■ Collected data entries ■
-*-

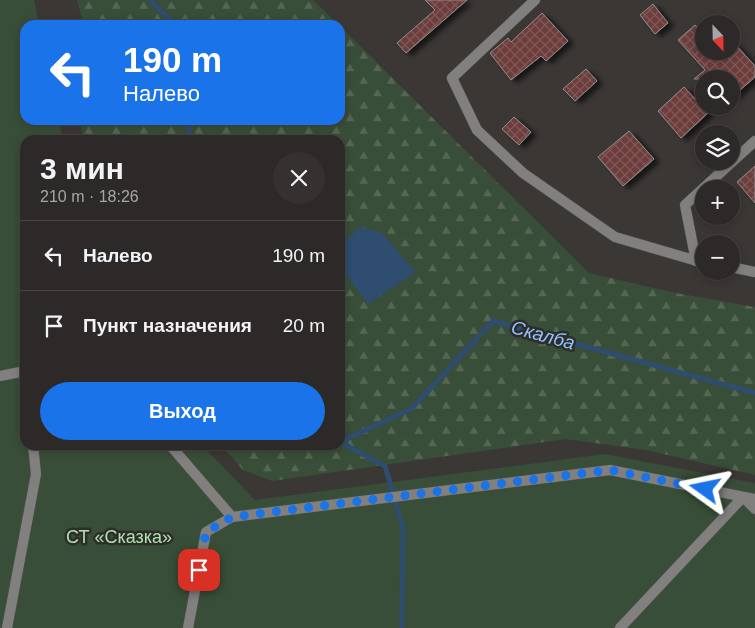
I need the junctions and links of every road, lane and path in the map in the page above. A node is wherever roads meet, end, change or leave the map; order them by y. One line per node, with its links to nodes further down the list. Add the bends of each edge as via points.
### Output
1 (536, 0): 4 (street, via 452,78 477,130 523,173 615,238)
2 (755, 142): 3 (street, via 685,206)
3 (695, 243)
4 (695, 261)
5 (740, 269): 6 (street)
6 (755, 272)
7 (20, 372): 8 (street)
8 (0, 376)
9 (34, 450): 15 (street, via 36,474)
10 (174, 450): 14 (street)
11 (743, 497): 12 (street); 13 (street); 14 (street, via 610,470); 17 (street)
12 (755, 499)
13 (755, 509)
14 (232, 517): 16 (street, via 206,532)
15 (7, 628)
16 (188, 628)
17 (620, 628)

-*-

■ TASK GOAL ■
Please repeat each record above precisely, with the pictures left out.

■ SOLVED PROBLEM ■
I need the junctions and links of every road, lane and path in the map in the page above. A node is wherever roads meet, end, change or leave the map; order them by y. One line per node, with its links to nodes further down the list. Add the bends of each edge as via points.
### Output
1 (536, 0): 4 (street, via 452,78 477,130 523,173 615,238)
2 (755, 142): 3 (street, via 685,206)
3 (695, 243)
4 (695, 261)
5 (740, 269): 6 (street)
6 (755, 272)
7 (20, 372): 8 (street)
8 (0, 376)
9 (34, 450): 15 (street, via 36,474)
10 (174, 450): 14 (street)
11 (743, 497): 12 (street); 13 (street); 14 (street, via 610,470); 17 (street)
12 (755, 499)
13 (755, 509)
14 (232, 517): 16 (street, via 206,532)
15 (7, 628)
16 (188, 628)
17 (620, 628)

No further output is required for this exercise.